Elyahu, I don't think you understood what I said. UNESCO listed Maimonides as Muslim.
Here is the translation of the French paragraph I posted above.

"After the recovery of Toledo from the Moors by the Crusaders in 1085, European scholars flocked there to translate the ancient classical texts from the Greek (which Europe had forgotten) to Arabic and Hebrew and then Latin, making this knowledge accessible to the West. Between 110 and 1350, during the first part of the European Middle Ages (1100-1543), the names of some European scholars appeared in scientific literature next to a large number of Muslim scholars, including Ibn Rushd (Averroes), Moussa ibn Maimoun (Maimonides), Tousi and Ibn Nafis."

Anonymous said...

"Rambam [Maimonides] converted to Islam in Morocco while it was under the Almohades [al-Muwahiddin] in order to save his life"

As far as I know, this is a disputed fact. Many scholars claim this never actually hapened.
On Moreh haNevukhim (Guide for the Perplexed), one of his last books, he refered to Mohammed as 'the madman' (hameshuga) and stated that a man with... uhm.. Mohammed's sexual habits could not be a prophet*, and that he lacked other character traits to be called one.

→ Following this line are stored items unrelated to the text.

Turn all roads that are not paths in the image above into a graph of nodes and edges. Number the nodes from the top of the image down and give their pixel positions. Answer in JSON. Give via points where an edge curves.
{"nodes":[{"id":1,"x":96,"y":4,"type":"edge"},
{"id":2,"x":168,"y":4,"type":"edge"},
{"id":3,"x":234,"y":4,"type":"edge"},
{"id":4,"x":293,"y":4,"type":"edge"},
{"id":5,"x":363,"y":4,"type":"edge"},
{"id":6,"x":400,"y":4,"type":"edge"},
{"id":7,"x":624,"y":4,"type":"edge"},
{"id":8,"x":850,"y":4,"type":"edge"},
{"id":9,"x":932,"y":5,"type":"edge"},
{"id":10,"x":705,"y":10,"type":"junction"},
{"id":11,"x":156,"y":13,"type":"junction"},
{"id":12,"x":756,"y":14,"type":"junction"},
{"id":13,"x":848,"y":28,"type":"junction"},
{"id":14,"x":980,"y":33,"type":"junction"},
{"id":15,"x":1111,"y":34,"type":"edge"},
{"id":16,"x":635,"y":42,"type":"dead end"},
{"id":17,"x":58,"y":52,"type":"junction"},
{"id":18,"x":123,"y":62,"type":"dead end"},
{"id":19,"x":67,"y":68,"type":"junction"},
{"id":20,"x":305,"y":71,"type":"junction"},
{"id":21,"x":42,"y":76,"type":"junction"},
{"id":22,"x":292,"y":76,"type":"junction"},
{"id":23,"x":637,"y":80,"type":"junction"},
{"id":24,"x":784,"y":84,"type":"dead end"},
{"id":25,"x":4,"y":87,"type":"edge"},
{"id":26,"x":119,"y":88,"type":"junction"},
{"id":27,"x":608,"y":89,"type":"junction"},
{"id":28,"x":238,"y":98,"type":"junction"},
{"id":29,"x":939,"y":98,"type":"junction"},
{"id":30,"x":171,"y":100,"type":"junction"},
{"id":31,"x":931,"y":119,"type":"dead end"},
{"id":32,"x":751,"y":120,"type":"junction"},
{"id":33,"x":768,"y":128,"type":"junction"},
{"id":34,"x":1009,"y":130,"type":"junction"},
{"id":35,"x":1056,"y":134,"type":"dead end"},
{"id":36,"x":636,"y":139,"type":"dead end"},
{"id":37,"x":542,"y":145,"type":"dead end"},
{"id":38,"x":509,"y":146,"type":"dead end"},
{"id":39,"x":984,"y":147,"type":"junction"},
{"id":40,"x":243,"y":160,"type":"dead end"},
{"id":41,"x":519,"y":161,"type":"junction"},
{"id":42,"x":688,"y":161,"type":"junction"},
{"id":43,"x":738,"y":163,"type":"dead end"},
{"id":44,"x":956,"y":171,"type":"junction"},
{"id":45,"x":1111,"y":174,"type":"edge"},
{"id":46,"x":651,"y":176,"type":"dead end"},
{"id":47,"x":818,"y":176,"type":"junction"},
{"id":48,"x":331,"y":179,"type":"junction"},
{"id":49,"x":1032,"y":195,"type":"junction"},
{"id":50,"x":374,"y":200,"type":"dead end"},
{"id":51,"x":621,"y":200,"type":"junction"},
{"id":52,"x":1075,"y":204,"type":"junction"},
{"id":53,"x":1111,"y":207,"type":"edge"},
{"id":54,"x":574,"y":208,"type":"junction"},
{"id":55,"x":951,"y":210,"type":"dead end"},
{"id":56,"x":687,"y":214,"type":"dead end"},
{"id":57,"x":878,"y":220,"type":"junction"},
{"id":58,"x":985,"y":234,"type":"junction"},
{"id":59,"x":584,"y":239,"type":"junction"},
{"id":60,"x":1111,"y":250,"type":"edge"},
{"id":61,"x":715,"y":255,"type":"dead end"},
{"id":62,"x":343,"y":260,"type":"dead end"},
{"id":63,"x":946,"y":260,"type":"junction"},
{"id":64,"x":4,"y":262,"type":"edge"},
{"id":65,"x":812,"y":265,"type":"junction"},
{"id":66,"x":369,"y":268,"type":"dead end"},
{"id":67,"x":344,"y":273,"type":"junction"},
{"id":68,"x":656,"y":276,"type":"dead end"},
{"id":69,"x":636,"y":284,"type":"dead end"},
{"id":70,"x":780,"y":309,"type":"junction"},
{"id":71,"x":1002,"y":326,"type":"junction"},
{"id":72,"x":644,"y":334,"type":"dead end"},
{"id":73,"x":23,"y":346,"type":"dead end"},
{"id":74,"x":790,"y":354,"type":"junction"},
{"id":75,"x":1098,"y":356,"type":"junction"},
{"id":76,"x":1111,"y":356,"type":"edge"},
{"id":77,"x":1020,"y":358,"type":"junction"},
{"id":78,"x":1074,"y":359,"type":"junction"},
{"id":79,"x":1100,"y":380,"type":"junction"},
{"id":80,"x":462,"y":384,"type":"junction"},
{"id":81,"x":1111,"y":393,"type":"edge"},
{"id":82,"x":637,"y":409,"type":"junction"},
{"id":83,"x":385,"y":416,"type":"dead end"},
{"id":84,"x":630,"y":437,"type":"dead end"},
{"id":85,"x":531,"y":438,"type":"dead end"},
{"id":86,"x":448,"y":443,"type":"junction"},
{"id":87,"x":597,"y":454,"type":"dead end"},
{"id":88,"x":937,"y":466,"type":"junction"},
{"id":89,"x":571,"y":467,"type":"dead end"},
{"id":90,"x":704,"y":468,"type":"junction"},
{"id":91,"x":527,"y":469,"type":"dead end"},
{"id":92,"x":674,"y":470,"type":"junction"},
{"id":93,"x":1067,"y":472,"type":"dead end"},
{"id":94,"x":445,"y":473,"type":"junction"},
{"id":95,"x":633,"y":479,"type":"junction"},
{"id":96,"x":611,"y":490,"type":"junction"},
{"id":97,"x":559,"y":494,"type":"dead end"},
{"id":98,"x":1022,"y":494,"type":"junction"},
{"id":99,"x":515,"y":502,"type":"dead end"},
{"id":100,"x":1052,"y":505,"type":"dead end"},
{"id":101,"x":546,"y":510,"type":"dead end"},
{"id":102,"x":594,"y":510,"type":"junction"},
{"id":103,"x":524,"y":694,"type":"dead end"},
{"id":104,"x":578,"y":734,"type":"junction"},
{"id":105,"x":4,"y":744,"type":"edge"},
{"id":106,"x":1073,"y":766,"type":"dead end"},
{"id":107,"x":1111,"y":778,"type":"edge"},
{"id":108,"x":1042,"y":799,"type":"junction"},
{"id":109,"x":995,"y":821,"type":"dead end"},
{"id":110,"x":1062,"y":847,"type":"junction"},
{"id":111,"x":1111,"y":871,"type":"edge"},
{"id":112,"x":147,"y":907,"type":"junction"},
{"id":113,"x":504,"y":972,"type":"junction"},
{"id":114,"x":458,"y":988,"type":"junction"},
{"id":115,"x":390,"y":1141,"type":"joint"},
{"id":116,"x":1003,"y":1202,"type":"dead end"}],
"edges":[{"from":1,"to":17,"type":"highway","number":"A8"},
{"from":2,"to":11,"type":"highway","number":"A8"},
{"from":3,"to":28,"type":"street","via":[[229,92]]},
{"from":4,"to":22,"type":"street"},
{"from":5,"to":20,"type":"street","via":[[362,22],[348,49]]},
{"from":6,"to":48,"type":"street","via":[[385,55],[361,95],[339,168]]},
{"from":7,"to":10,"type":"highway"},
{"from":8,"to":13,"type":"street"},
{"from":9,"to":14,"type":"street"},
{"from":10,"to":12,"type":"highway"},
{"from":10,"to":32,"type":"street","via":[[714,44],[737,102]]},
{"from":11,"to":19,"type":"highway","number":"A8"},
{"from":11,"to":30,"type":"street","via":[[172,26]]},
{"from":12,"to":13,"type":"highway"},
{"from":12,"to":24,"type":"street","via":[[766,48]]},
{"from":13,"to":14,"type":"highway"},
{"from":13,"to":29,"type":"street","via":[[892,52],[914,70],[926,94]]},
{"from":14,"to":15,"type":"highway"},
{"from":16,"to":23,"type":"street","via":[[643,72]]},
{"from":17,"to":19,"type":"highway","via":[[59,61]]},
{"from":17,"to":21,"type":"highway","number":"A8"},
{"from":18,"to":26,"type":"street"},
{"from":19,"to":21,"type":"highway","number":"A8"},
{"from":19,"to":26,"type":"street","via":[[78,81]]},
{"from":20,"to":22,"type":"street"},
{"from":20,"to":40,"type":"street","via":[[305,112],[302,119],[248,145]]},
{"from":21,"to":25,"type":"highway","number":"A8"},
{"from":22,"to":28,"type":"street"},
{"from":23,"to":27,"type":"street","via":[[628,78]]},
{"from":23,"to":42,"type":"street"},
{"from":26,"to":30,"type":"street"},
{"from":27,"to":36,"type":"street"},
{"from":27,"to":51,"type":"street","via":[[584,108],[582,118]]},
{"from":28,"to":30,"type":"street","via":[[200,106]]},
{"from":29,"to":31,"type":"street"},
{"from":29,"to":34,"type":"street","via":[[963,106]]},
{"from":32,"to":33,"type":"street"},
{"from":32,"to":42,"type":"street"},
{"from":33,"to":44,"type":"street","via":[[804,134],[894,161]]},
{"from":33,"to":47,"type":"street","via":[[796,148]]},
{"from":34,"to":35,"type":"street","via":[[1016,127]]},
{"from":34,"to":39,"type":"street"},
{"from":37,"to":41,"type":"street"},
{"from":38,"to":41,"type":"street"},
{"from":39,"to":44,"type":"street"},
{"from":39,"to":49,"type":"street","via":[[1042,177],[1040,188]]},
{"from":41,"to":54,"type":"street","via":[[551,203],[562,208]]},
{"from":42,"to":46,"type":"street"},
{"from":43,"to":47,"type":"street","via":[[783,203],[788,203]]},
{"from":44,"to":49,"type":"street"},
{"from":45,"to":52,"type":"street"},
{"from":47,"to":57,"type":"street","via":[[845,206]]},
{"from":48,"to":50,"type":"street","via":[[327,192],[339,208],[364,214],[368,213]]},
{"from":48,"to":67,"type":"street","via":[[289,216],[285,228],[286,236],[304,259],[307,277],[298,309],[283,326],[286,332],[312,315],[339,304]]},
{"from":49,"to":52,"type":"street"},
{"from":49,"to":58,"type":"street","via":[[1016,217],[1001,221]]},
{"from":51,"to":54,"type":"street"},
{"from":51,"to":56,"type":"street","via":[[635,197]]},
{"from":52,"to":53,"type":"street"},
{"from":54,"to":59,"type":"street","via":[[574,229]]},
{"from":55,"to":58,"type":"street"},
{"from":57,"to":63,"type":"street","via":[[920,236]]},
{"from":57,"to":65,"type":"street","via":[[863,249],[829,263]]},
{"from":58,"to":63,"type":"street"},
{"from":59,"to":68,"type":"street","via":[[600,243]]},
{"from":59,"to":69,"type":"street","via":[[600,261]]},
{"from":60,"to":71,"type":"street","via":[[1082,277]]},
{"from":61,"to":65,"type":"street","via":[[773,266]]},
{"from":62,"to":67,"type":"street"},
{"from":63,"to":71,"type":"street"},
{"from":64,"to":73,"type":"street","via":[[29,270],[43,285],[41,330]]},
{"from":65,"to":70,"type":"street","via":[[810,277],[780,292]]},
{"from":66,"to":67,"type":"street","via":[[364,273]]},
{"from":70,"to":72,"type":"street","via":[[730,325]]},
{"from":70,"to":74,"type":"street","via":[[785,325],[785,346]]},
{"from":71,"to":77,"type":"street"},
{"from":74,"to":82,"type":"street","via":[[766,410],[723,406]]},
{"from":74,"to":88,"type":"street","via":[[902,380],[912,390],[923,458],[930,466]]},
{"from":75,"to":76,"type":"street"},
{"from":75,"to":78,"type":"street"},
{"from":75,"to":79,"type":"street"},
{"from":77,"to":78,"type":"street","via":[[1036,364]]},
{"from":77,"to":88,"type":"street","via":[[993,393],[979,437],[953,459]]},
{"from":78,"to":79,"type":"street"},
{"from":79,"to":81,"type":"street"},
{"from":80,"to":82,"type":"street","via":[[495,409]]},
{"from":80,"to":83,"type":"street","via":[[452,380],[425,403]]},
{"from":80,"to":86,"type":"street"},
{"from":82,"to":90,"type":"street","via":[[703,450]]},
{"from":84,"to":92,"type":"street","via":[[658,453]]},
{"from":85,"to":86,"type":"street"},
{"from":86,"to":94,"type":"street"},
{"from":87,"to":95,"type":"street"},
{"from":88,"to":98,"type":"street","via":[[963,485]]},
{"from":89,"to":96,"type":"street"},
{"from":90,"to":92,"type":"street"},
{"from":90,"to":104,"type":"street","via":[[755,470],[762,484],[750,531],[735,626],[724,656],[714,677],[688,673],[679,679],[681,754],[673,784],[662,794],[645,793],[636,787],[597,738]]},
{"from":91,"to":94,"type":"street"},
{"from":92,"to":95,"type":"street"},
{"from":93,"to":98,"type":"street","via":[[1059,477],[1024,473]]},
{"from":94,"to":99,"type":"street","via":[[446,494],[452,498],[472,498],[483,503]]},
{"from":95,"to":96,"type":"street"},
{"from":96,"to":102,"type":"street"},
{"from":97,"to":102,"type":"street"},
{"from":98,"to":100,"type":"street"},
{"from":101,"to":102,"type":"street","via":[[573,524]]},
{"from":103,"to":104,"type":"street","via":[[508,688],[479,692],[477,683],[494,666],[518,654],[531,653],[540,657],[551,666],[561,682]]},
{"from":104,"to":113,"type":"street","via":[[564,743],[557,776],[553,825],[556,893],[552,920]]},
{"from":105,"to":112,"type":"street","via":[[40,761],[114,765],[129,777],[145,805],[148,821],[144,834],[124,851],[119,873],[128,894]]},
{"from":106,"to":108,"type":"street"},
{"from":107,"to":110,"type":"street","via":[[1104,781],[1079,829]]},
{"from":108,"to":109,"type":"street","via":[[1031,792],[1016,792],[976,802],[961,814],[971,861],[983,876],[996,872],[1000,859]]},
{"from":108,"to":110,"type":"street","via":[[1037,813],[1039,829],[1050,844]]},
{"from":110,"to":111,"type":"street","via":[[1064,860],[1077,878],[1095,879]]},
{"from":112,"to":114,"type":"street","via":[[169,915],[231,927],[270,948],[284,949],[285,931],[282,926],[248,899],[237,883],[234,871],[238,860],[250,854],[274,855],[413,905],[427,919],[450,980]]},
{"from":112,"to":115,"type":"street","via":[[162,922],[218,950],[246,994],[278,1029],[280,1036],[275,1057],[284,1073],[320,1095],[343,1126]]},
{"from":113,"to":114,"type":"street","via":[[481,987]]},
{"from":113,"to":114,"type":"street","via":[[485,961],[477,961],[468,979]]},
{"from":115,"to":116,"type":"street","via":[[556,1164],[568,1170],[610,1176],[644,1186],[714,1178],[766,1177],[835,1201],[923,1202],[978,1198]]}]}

*I can't find the books now so I'm not really sure if he said that on the Guide or on Mishne Torah.

Eliyahu m'Tsiyon said...

Sylvia, thanks for directing our attention to the UNESCO drivel. Yes, I understood it very well. I have no problem with French. Yes, what UNESCO wrote is shocking, but I was more shocked by the position of the goon from 972. So I only responded to that. That irritated me even more since I am too much acquainted with people like that.

Anon, of course none of us today lived in the Rambam's time. But I think that the account of a forced conversion, a conversion under duress, is generally accepted by historians. Please tell us who does not accept the account of a conversion.

Sylvia said...

There is absolutely no evidence whatsoever that he converted to Islam in Morocco. There are many stories but none is based on any evidence.

What Maimonides preached to the Jews of Yemen is that they emigrate and leave everything behind if they have to rather than try to pass for Muslims. Which is exactly what he and his family did. He roamed the Mediterranean to escape forced conversion risking his life and that of his family. He preferred the life of a fugitive rather than chose the easy solution and pretend being a Muslim.

We shouldn't let it pass. This is much more important than what people think.
If Maimonides is a Muslim then what does that make us? His philosophy is at the heart of Sephardic Judaism.